**About this task:** Read the material below. Count the lines containing "numbered" and give that count alone.

**Given entries:**
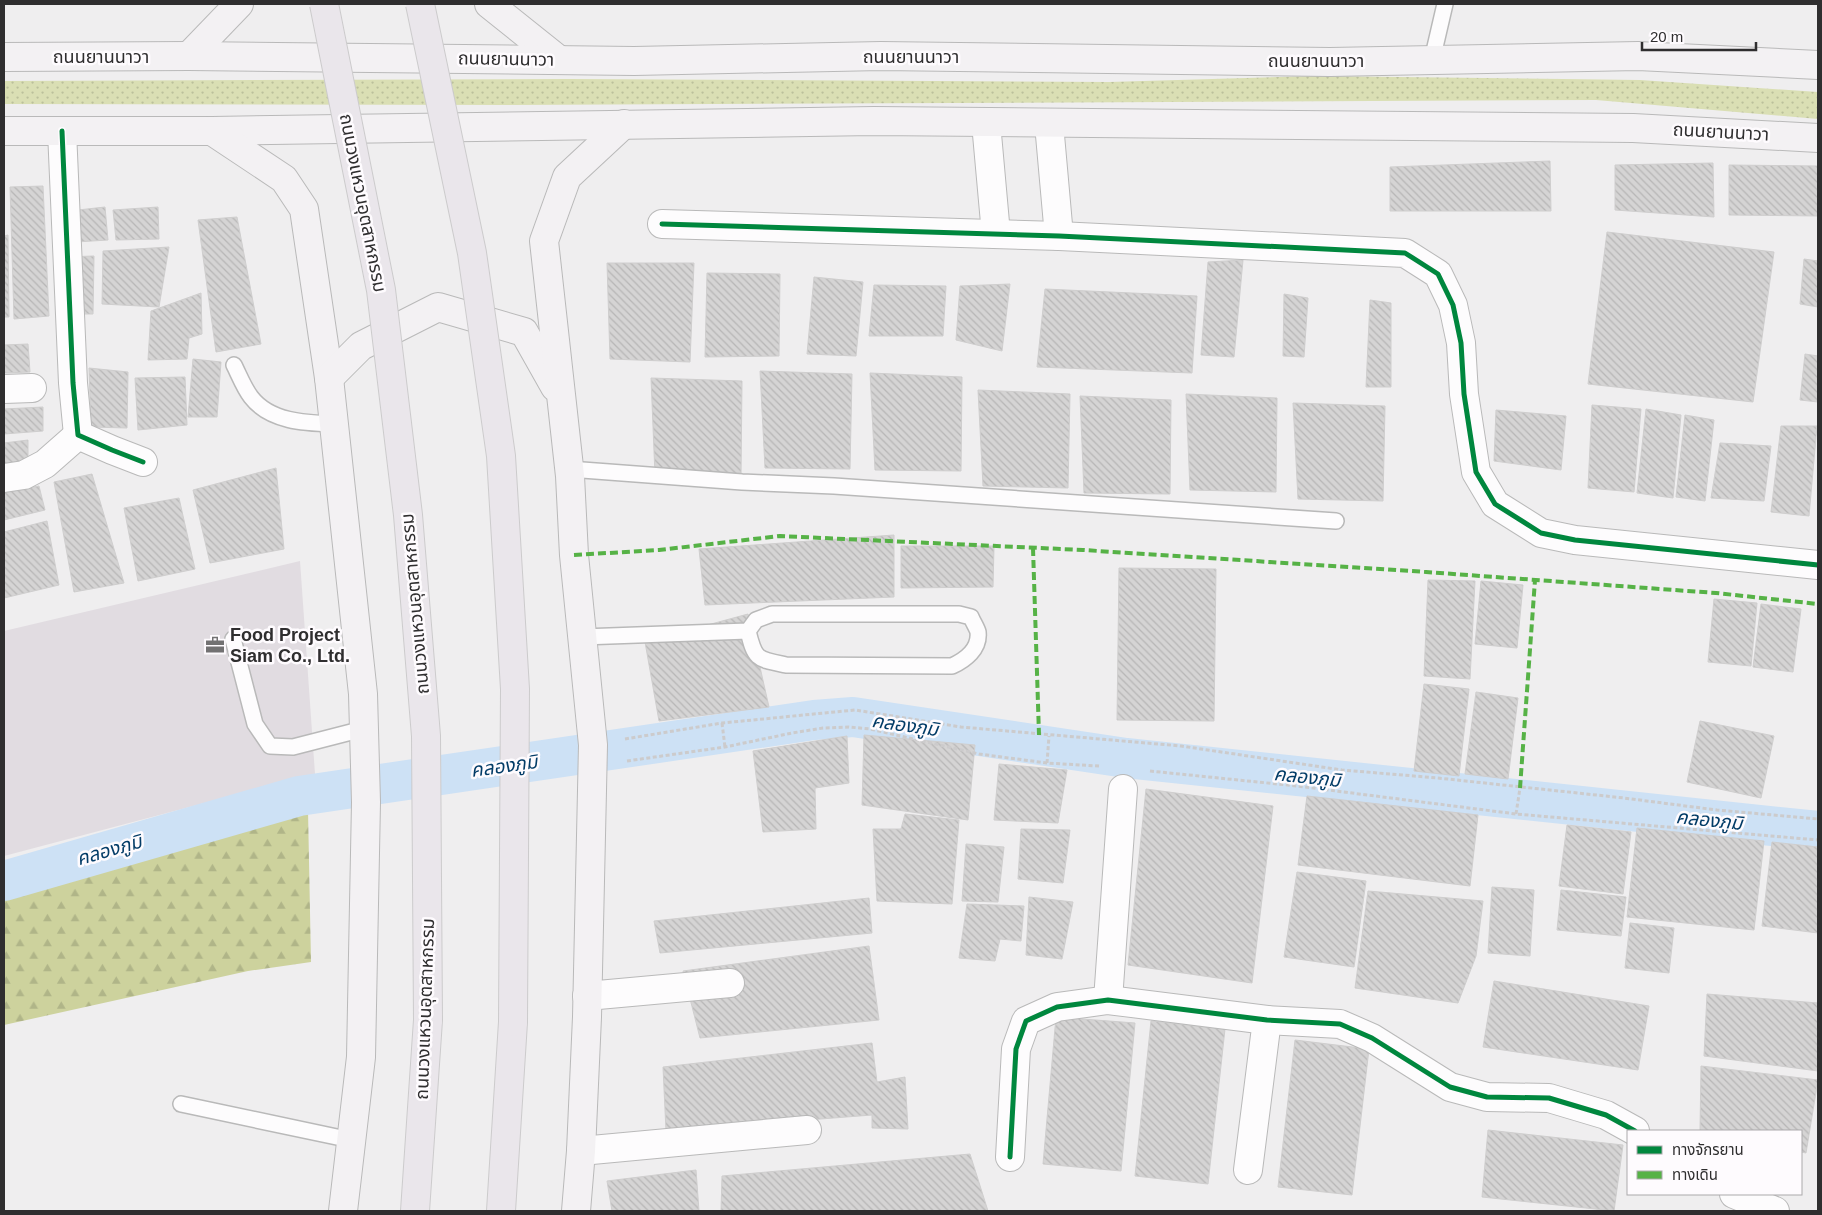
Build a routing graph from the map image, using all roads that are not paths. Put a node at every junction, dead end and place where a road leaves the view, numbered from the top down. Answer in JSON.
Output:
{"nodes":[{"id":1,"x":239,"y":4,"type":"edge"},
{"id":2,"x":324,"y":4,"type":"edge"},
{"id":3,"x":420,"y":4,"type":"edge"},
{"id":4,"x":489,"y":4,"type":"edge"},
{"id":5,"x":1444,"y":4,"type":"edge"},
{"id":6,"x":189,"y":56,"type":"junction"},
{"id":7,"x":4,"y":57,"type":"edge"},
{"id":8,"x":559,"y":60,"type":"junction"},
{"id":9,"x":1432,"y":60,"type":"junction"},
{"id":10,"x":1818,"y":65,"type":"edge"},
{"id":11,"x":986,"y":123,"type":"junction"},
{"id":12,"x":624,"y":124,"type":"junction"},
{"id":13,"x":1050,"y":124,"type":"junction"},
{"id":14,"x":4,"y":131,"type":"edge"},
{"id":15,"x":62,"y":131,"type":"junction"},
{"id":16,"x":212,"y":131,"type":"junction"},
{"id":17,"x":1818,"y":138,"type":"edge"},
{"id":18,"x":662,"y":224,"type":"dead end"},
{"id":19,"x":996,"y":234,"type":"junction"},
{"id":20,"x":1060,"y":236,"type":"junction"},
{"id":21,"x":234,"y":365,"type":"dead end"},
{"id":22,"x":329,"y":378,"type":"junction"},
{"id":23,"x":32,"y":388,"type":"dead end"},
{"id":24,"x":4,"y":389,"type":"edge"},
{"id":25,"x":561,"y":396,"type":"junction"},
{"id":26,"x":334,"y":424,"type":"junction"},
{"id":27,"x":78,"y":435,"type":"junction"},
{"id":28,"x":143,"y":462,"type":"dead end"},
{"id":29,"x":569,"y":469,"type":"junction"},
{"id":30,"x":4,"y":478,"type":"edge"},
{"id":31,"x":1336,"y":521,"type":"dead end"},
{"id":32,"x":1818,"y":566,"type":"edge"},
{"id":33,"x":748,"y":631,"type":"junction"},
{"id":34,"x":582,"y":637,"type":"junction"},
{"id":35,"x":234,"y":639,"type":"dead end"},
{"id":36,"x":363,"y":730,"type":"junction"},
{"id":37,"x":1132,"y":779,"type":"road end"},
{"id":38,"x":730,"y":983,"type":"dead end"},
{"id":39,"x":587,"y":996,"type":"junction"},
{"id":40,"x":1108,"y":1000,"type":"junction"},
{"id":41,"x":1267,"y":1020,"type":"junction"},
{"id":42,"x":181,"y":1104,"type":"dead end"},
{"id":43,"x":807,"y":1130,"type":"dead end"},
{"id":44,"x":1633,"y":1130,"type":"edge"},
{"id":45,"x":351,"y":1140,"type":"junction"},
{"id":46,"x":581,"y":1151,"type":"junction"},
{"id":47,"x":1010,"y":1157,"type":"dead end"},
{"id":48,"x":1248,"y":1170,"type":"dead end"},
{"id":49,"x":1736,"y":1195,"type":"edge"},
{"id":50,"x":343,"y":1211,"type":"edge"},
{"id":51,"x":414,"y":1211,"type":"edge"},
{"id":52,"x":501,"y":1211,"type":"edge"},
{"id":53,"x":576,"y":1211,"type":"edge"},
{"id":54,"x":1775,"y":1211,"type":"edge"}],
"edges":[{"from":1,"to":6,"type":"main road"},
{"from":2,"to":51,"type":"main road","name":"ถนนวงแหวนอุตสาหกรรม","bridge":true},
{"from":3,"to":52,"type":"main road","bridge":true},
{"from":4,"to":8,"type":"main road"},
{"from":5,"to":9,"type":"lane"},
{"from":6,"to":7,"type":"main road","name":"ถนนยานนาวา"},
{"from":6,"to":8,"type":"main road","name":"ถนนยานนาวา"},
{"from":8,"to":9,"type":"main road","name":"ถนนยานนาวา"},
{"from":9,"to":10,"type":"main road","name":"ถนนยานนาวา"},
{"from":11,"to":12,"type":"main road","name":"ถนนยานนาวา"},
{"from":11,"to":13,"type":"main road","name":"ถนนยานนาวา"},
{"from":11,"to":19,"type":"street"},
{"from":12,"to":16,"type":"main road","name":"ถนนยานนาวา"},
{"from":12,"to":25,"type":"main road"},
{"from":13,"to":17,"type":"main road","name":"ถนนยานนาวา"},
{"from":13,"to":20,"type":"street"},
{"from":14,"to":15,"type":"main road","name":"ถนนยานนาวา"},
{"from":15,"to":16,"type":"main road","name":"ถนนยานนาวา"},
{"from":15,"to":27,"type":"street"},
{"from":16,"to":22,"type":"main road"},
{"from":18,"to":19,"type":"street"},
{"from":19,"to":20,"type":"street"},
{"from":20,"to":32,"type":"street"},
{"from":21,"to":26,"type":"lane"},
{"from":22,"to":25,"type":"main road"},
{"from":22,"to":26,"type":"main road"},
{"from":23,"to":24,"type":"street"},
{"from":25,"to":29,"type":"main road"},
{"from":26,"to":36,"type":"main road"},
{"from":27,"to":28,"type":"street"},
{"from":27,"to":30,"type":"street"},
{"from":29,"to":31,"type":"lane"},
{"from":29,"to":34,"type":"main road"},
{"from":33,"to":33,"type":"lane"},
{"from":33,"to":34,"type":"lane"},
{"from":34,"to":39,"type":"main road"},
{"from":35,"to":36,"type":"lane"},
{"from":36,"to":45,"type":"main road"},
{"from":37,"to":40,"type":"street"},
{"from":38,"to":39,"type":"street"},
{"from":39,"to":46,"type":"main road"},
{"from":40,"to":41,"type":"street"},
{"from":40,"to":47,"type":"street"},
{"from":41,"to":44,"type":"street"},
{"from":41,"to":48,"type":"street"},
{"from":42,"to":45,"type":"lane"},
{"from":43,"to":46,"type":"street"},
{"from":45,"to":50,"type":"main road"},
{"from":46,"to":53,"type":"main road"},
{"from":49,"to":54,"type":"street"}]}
---
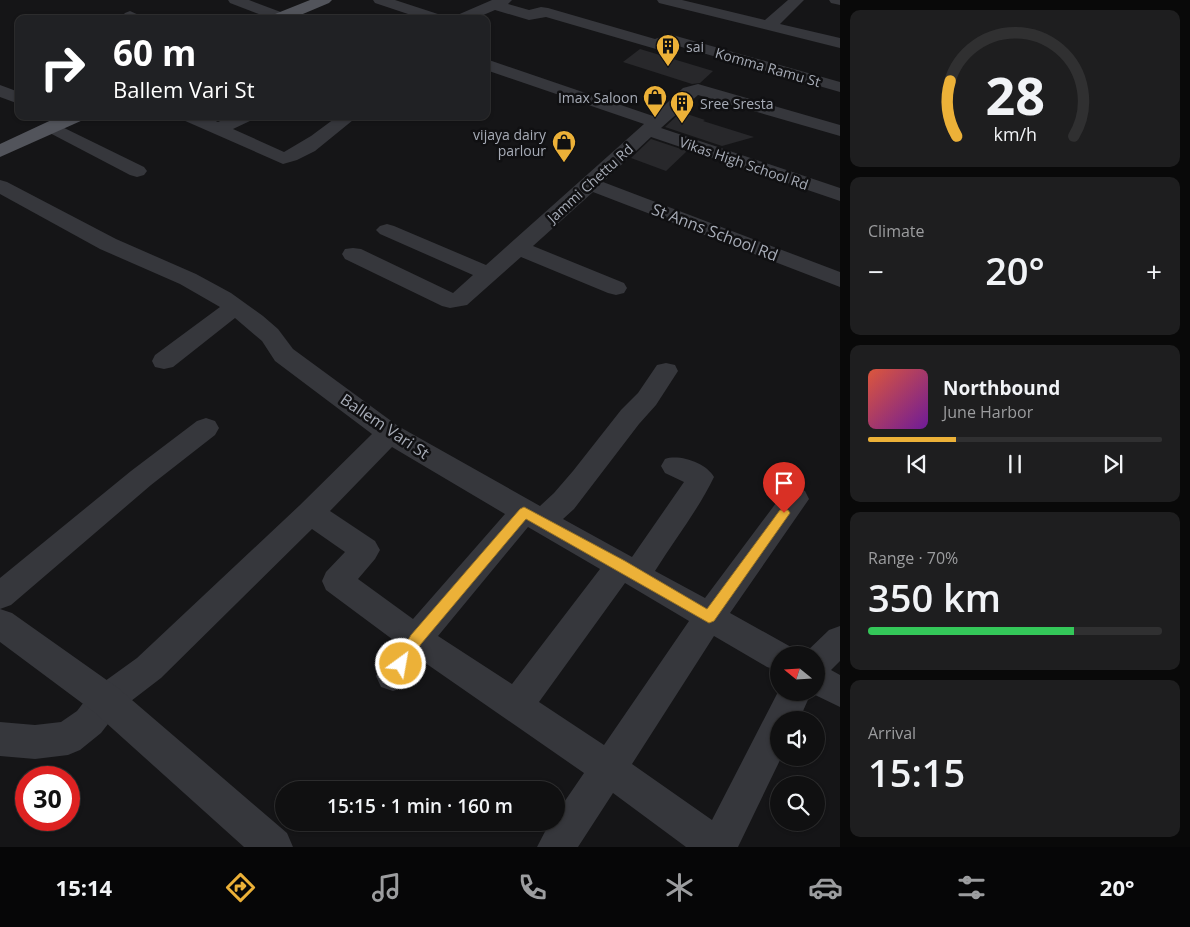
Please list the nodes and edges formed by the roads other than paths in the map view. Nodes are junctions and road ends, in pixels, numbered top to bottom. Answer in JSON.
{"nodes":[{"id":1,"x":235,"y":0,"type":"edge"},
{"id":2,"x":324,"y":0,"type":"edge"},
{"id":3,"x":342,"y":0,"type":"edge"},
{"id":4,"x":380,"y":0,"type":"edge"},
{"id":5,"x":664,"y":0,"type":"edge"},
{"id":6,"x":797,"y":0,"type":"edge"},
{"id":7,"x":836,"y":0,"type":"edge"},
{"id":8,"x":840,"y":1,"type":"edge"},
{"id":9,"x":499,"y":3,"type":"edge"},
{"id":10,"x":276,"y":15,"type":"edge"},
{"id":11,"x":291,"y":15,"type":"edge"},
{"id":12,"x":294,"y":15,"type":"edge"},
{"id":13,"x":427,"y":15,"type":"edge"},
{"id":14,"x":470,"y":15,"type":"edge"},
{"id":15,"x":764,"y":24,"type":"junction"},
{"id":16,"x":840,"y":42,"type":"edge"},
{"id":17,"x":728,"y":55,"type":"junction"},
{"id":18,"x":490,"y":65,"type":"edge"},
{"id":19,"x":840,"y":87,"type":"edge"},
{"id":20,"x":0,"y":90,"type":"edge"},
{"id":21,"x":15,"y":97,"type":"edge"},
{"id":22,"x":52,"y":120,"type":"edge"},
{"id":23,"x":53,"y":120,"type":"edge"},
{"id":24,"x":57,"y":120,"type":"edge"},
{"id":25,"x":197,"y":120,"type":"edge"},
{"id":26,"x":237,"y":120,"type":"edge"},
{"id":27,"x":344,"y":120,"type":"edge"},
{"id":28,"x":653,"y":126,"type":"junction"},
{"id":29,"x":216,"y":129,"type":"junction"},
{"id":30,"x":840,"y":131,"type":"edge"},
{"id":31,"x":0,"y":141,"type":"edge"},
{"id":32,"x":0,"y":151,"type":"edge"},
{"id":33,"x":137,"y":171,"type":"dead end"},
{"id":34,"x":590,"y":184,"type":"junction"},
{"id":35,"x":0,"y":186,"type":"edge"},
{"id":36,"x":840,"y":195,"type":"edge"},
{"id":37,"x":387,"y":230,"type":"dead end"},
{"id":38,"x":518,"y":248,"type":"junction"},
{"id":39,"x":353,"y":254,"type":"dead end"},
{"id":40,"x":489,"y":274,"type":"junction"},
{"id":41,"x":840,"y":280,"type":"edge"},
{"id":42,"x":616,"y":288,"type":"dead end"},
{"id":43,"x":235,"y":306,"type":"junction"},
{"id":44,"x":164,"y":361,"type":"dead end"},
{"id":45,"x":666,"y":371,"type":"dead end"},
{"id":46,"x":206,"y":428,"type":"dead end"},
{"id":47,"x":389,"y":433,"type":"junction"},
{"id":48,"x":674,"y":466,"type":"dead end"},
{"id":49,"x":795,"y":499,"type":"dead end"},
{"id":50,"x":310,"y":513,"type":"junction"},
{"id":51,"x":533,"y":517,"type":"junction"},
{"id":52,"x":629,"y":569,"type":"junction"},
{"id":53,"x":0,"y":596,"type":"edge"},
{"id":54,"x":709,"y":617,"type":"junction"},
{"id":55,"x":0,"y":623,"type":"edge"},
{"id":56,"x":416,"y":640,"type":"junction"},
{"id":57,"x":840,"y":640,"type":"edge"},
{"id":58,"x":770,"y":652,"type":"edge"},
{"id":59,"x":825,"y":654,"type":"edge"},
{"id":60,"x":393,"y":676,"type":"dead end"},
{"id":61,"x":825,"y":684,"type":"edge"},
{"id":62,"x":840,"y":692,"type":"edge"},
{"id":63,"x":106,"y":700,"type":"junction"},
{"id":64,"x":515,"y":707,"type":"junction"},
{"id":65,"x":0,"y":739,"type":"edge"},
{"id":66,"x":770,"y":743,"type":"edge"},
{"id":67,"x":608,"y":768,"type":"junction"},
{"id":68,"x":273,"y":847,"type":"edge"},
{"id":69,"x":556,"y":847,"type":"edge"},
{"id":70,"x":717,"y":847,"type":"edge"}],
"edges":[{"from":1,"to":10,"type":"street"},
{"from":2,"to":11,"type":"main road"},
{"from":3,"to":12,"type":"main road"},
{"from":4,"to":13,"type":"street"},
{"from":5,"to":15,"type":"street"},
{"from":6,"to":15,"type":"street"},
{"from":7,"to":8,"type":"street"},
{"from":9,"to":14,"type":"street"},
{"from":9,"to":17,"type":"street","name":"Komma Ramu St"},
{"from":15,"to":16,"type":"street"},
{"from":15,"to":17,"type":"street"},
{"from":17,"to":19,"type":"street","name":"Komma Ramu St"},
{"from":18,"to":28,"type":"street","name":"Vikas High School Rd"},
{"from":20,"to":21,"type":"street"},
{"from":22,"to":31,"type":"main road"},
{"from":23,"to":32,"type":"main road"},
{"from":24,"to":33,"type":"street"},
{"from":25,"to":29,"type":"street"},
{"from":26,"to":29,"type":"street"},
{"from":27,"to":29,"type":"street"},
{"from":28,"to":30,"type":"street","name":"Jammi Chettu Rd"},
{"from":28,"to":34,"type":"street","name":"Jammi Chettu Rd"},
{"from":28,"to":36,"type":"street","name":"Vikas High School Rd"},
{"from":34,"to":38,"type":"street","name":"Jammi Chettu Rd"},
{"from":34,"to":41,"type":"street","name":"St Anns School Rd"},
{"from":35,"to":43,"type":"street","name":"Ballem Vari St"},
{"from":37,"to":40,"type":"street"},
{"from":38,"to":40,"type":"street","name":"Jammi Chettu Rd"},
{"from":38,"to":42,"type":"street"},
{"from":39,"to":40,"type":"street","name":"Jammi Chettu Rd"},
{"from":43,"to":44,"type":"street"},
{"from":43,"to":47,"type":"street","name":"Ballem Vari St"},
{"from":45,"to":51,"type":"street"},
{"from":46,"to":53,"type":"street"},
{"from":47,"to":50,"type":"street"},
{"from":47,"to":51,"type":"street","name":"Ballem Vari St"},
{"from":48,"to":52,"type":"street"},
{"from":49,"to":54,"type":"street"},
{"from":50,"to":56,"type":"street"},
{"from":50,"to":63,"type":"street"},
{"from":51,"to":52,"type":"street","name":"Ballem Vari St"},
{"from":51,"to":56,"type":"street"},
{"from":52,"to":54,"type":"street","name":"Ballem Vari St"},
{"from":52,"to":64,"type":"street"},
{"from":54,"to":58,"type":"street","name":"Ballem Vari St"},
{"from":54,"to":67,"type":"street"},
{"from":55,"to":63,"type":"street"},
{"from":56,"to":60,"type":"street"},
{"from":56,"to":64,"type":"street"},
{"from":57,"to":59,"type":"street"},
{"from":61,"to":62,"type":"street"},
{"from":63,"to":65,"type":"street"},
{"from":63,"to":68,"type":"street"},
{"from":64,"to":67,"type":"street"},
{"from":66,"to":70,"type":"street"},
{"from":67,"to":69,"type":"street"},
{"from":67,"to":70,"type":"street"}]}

**Result:** 2